The main engine of the US economy is consumer spending, not manufacturing. By and large that consumer spending has been powered by using rising home equity as an ATM. Home prices are now falling at staggering rates, and millions of homeowners are going into negative equity on their homes. They can no longer afford to spend. Banks can no longer afford to give them money because the banks themselves are tapped out.
This will lead to a sharp reduction in demand across the board. As we’re already seeing in the housing market, too much supply and sharply falling demand brought about by a credit crunch equals plummeting prices. Construction jobs are being shed by the thousands.
What is happening to the housing market and the commercial real estate market now will spread to the rest of the economy: people will save money, they will not spend, demand decreases sharply, and prices will drop with it as jobs are lost and companies close.
It doesn’t really matter what the Fed does with interest rates right now. It’s out of the Fed’s control.
That is a fear I have. So now we will reap what we have sown. Short term growth spurt due to deficit spending and an overly accommodating Fed leads to an incredible real estate bubble. Everyone immediately cashes in leaving nothing absolutely nothing. No savings, no equity and massive debt. All encouraged by Republicans and their minions at the Federal Reserve. Ridiculous taxcuts and all to win elections. The stupidity started by, the original dimwit, Ronald Reagan.
The only question now is how bad of a contraction and for how long. Will it be a 1981 style recession or a 1930’s style depression. Extending unemployment benefits and building bridges and roads with the last of the borrowed bonanza (the stimulus plan) would be preferable to handing out checks to anyone.
The next president will be left with nothing. Reagan and Bush I and II have left us bankrupt. Borrow and spend, borrow and steal. They could have funded Social Security forever with the money they pocketed and burned in Iraq. The money they funneled to their cronies at KBR and Blackwater. The money their beloved peers in the top one percent pocketed at the expense of a nation.
Bush and Cheney should be arrested. To fight a recession in normal times you would borrow money to stimulate a flagging economy. We do not have that option. Due to Bush’s taxcuts and his illegal, immoral and unpaid for 10,000 year war.
I’m finding this whole business extremely interesting, because it sure seems as if all of the protections that were put into place after the Great Depression have been systematically routed around over the last decade, and now we are seeing the inevitable consequence.
Once the dust has settled and proper regulation has been reinstituted, we can hope that it will be another seventy years before conservatives bullshit the public into believing that the market is self-regulating again.
Oh, and it’s not just the US housing market that’s falling apart. Australian foreclosures are at a record high…
…And in the UK, British homebuilders are in serious trouble
This disaster is going global.
you cited that article Banks facing $325 billion margin call.

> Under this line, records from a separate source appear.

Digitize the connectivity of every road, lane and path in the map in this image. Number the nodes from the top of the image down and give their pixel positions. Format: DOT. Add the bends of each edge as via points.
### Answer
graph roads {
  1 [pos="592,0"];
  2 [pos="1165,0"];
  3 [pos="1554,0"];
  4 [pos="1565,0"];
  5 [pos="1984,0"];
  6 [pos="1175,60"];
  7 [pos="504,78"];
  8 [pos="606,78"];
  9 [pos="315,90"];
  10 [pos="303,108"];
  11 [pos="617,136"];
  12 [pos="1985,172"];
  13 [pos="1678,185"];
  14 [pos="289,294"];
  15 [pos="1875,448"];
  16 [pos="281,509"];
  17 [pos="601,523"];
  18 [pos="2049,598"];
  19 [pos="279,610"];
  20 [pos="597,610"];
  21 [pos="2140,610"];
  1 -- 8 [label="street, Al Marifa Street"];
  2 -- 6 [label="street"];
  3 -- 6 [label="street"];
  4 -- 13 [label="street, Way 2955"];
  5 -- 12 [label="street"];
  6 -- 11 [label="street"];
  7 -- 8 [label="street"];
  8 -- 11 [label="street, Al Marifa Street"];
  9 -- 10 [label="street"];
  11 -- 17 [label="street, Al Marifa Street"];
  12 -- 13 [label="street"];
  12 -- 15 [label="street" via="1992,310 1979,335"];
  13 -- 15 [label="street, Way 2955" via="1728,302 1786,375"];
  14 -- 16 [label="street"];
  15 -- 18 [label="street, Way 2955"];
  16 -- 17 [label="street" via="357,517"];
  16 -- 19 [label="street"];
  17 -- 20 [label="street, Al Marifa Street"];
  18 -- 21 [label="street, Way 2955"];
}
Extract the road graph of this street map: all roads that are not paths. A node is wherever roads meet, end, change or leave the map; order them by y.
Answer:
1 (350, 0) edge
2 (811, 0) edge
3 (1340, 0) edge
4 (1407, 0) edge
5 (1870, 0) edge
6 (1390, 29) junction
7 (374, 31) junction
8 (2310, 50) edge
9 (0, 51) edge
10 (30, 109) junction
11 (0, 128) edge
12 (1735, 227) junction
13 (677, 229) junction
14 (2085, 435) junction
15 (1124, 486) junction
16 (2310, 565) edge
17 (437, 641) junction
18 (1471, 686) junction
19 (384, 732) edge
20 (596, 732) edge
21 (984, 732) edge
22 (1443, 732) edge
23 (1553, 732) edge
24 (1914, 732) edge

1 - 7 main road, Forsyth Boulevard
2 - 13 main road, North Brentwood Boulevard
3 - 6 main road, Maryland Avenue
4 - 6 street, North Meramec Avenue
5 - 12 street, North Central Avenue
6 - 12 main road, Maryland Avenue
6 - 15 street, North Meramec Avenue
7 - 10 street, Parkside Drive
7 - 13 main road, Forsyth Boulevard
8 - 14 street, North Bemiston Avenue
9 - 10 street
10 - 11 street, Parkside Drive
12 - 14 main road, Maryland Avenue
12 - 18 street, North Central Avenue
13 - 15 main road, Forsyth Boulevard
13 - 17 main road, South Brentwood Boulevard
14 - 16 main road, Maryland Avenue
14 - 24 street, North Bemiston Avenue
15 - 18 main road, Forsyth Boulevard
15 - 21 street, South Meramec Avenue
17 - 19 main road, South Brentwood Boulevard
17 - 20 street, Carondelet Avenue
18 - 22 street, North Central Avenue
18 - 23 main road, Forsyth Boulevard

The feds have been behind the 8 ball since last summer. Feds injected $200 billion on Friday. So how long can you continue to create money on busted instruments meaning the Feds are cornered and will have to burn the US dollar.
Watch the dollar go to .60 on the index. I’ve watched the dollar on the USDX go from .80 to under 73. So I don’t buy the deflation argument lots of stuff on the shelf with no one to buy.
The system is imploding.
We’ll have Weimar – hyper-inflation and food shortages. Oil has run up to $108, looking to move to $125. Wheat, corn and soyabeans almost doubled in price during the last six months.
And look for gas to go to $10.00 gallon. Bush will shoot us in the head – he considers putting Venezuela on the terror list – “All the arrangements we have now where Venezuelan oil is routinely sent to the United States would have to stop.”
Zimbabwe will welcome us to their club.